| | Yeah, Foundation. I read the trilogy at the start of this year but got so bored toward the end of the second book that I only skimmed the rest. Young Asimov should have left it after the first. One is more than enough books for a Foundation trilogy. :)
Hober Mallow was the first of the merchant princes. Accused of profiting for its own sake as a manufacturer of useless baubles, he replies: "You think my convictions are for sale?" Why not? Isn't that your business, buying and selling? "Only at a profit." That strikes a cord with what I've lately read in Zen & Motorcycle Maintenance about "revaluing". The point is that life is about falling over 9 times, picking yourself up 10 times. Zen used the old example of a monkey trap. Monkey reaches into coconut and cannot get his fist of rice out again, yet is unwilling to revalue his reward in light of the fact that it makes him the victim of a trap. Abandon the rice, relax your hand again and Curious George can be free. But he wont. We can be as blind as this monkey if we don't make our life values substitutable, ie "for sale" in this way.

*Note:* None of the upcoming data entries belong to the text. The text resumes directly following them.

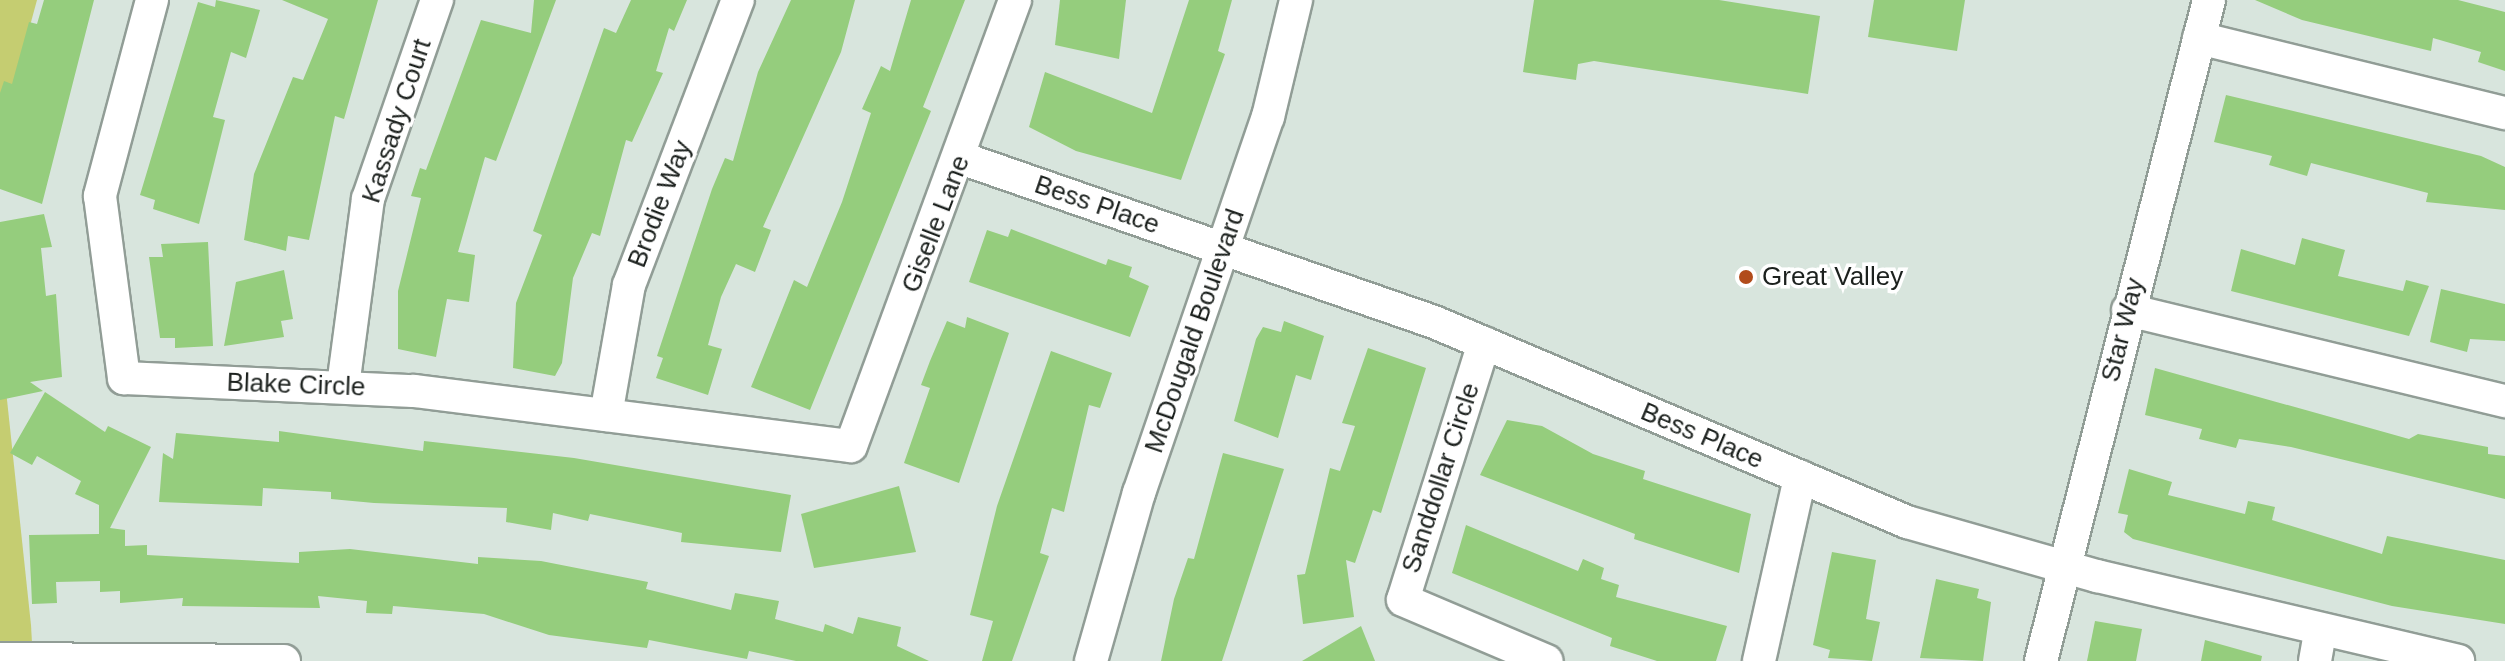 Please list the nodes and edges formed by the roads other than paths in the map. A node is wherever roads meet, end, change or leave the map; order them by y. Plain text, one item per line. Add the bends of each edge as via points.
1 (152, 0) edge
2 (437, 0) edge
3 (738, 0) edge
4 (1015, 0) edge
5 (1296, 0) edge
6 (2209, 0) edge
7 (2199, 38) junction
8 (2505, 113) edge
9 (961, 158) junction
10 (1224, 248) junction
11 (2128, 310) junction
12 (1484, 343) junction
13 (343, 386) junction
14 (2505, 401) edge
15 (606, 415) junction
16 (851, 446) joint
17 (1800, 477) junction
18 (2062, 567) junction
19 (2318, 646) edge
20 (0, 659) edge
21 (220, 660) edge
22 (284, 661) edge
23 (1091, 661) edge
24 (1547, 661) edge
25 (1759, 661) edge
26 (2041, 661) edge
27 (2458, 661) edge

1 - 13 street, Blake Circle via 100,196 124,378
2 - 13 street, Kassady Court via 368,199
3 - 15 street, Brodie Way via 629,285
4 - 9 street, Giselle Lane
5 - 10 street, McDougald Boulevard via 1268,117
6 - 7 street, Star Way
7 - 8 street
7 - 11 street, Star Way
9 - 10 street, Bess Place
9 - 16 street, Giselle Lane
10 - 12 street, Bess Place
10 - 23 street, McDougald Boulevard via 1131,519
11 - 14 street
11 - 18 street, Star Way
12 - 17 street, Bess Place
12 - 24 street, Sanddollar Circle via 1403,600
13 - 15 street, Blake Circle
15 - 16 street, Blake Circle
17 - 18 street, Bess Place via 1907,522
17 - 25 street
18 - 19 street, Bess Place
18 - 26 street, Star Way
19 - 27 street, Bess Place
20 - 21 street
21 - 22 street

We don't get a whole lot of that in Rand fic, although this learning process is fundamentally- metaphysically- significant. Zen's mood is of tripping over, Fountainhead's is about having already risen. Rand's guys already have their values, they've only to gain or keep them. They are intransigent minds. I find this misleading- there is nothing in the cannon to match the above quote which would fit in so very well in both style and substance.